EXERCISE DATA START

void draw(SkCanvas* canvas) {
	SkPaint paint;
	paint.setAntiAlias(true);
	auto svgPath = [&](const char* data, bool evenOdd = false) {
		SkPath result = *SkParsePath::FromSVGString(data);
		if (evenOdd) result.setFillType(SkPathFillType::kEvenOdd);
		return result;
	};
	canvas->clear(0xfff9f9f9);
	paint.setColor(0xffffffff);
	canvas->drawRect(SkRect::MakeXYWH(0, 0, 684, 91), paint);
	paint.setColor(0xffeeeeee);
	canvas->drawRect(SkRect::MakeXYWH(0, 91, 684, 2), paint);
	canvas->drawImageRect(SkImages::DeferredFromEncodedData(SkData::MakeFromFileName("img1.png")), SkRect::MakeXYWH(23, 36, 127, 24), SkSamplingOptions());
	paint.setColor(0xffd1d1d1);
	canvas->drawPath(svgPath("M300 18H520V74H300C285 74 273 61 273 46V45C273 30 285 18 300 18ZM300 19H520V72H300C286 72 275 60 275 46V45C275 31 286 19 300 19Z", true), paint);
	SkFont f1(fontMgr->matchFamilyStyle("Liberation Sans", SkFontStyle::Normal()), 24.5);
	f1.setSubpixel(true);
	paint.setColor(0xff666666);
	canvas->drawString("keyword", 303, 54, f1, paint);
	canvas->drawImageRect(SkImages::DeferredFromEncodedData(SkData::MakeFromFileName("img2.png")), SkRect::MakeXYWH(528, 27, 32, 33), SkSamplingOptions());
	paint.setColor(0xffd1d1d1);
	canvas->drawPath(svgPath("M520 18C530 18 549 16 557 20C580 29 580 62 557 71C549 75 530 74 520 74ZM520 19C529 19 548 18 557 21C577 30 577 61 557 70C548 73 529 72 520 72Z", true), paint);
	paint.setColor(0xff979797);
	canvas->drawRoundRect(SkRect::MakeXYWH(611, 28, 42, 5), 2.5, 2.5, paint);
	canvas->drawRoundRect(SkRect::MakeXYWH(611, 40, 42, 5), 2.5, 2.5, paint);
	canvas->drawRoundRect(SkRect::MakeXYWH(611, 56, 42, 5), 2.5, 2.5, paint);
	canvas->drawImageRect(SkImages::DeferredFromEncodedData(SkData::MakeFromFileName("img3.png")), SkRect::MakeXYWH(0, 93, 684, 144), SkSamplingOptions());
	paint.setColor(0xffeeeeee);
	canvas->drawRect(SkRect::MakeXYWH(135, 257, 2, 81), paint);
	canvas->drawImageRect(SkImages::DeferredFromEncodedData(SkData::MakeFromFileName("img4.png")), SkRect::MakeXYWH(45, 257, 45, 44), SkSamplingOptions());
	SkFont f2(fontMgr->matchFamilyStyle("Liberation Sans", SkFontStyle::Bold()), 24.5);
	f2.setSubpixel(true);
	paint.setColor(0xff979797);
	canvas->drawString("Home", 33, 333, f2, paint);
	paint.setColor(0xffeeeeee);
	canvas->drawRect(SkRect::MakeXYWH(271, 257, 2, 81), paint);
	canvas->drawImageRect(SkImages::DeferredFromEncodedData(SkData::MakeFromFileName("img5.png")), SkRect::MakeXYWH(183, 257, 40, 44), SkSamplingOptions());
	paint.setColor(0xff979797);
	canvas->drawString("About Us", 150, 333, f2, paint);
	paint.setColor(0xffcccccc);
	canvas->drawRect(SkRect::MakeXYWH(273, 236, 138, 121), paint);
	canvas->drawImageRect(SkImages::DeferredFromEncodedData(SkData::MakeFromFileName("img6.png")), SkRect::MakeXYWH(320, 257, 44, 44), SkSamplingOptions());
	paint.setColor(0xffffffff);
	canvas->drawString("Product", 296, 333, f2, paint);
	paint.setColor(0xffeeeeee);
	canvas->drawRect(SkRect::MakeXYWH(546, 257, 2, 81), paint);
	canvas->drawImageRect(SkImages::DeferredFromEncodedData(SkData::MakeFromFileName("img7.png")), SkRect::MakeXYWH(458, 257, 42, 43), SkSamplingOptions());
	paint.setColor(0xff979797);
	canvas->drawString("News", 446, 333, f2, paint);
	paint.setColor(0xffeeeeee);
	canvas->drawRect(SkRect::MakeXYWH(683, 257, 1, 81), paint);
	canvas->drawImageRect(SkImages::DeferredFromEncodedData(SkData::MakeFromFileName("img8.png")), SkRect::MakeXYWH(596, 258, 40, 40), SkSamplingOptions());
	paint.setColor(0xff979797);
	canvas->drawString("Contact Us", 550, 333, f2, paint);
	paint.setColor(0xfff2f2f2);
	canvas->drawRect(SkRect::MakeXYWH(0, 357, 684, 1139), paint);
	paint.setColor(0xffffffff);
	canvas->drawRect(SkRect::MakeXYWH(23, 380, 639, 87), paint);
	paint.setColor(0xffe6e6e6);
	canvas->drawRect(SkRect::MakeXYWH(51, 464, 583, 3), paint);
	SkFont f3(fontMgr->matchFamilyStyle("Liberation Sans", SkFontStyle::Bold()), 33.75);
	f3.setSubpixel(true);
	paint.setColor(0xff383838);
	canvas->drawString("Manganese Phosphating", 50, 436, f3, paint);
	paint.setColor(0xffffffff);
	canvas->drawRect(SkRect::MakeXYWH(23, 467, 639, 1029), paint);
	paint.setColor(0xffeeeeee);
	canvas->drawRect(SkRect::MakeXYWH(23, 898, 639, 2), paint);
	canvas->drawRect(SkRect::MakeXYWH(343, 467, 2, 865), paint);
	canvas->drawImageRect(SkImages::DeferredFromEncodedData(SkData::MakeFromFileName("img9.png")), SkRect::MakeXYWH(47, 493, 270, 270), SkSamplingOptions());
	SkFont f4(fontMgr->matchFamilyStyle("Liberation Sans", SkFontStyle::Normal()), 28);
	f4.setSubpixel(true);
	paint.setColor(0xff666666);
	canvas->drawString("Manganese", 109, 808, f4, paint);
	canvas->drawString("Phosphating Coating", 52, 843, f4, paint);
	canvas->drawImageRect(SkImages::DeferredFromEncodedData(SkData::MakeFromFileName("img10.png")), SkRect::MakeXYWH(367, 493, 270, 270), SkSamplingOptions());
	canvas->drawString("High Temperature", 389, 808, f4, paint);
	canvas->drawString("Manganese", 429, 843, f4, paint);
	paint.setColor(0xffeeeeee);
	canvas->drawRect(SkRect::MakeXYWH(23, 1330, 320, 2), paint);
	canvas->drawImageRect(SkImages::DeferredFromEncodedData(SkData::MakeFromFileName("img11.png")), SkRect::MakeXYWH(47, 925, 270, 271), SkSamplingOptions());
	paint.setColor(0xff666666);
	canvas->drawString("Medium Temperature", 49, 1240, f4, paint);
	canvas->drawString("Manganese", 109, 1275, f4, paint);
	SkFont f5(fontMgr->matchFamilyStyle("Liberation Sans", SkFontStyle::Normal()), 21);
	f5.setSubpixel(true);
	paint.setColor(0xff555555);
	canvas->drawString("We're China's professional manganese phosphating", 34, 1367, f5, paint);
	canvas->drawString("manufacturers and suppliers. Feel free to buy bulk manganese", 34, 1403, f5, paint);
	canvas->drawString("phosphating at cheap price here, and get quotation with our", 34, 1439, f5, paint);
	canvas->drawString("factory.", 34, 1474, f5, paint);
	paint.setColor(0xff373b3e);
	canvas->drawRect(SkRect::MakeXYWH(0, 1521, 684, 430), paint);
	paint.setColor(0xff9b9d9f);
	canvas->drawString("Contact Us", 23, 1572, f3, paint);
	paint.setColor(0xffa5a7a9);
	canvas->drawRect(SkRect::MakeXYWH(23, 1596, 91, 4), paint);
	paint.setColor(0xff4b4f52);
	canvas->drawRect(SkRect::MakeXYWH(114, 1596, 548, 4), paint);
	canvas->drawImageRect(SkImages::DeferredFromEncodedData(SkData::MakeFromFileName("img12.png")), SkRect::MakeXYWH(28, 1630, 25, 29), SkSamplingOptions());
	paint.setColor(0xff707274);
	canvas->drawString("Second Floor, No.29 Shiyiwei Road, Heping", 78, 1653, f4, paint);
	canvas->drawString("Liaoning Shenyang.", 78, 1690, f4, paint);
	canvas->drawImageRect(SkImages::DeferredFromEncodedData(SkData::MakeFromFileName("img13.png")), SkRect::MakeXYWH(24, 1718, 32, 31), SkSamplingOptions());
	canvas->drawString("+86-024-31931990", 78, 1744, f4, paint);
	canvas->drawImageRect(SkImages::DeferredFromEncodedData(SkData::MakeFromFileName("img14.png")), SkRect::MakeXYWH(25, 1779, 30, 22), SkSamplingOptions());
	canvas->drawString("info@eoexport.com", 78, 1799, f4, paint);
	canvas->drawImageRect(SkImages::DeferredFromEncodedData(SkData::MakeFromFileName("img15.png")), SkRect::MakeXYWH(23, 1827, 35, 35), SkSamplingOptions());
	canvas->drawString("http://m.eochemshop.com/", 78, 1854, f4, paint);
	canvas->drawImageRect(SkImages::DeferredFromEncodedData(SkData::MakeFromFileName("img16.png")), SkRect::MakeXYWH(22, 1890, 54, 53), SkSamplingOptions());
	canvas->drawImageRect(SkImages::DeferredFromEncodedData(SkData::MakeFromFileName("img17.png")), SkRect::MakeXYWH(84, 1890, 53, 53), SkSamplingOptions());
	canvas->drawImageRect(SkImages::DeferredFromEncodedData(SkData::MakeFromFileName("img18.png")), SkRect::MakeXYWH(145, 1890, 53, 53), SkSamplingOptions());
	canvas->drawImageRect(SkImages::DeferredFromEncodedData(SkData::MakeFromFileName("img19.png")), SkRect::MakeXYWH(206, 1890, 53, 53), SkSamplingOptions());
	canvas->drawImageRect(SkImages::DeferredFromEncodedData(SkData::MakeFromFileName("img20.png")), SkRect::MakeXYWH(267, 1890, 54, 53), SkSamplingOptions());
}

EXERCISE DATA END

• **EXERCISE GOAL**
Among the entries above, locate the lines containing "52, 843, f4, paint);" and "1439, f5, paint);", and transcribe exactly those two lines and all lines between.

• **WRITTEN SOLUTION**
	canvas->drawString("Phosphating Coating", 52, 843, f4, paint);
	canvas->drawImageRect(SkImages::DeferredFromEncodedData(SkData::MakeFromFileName("img10.png")), SkRect::MakeXYWH(367, 493, 270, 270), SkSamplingOptions());
	canvas->drawString("High Temperature", 389, 808, f4, paint);
	canvas->drawString("Manganese", 429, 843, f4, paint);
	paint.setColor(0xffeeeeee);
	canvas->drawRect(SkRect::MakeXYWH(23, 1330, 320, 2), paint);
	canvas->drawImageRect(SkImages::DeferredFromEncodedData(SkData::MakeFromFileName("img11.png")), SkRect::MakeXYWH(47, 925, 270, 271), SkSamplingOptions());
	paint.setColor(0xff666666);
	canvas->drawString("Medium Temperature", 49, 1240, f4, paint);
	canvas->drawString("Manganese", 109, 1275, f4, paint);
	SkFont f5(fontMgr->matchFamilyStyle("Liberation Sans", SkFontStyle::Normal()), 21);
	f5.setSubpixel(true);
	paint.setColor(0xff555555);
	canvas->drawString("We're China's professional manganese phosphating", 34, 1367, f5, paint);
	canvas->drawString("manufacturers and suppliers. Feel free to buy bulk manganese", 34, 1403, f5, paint);
	canvas->drawString("phosphating at cheap price here, and get quotation with our", 34, 1439, f5, paint);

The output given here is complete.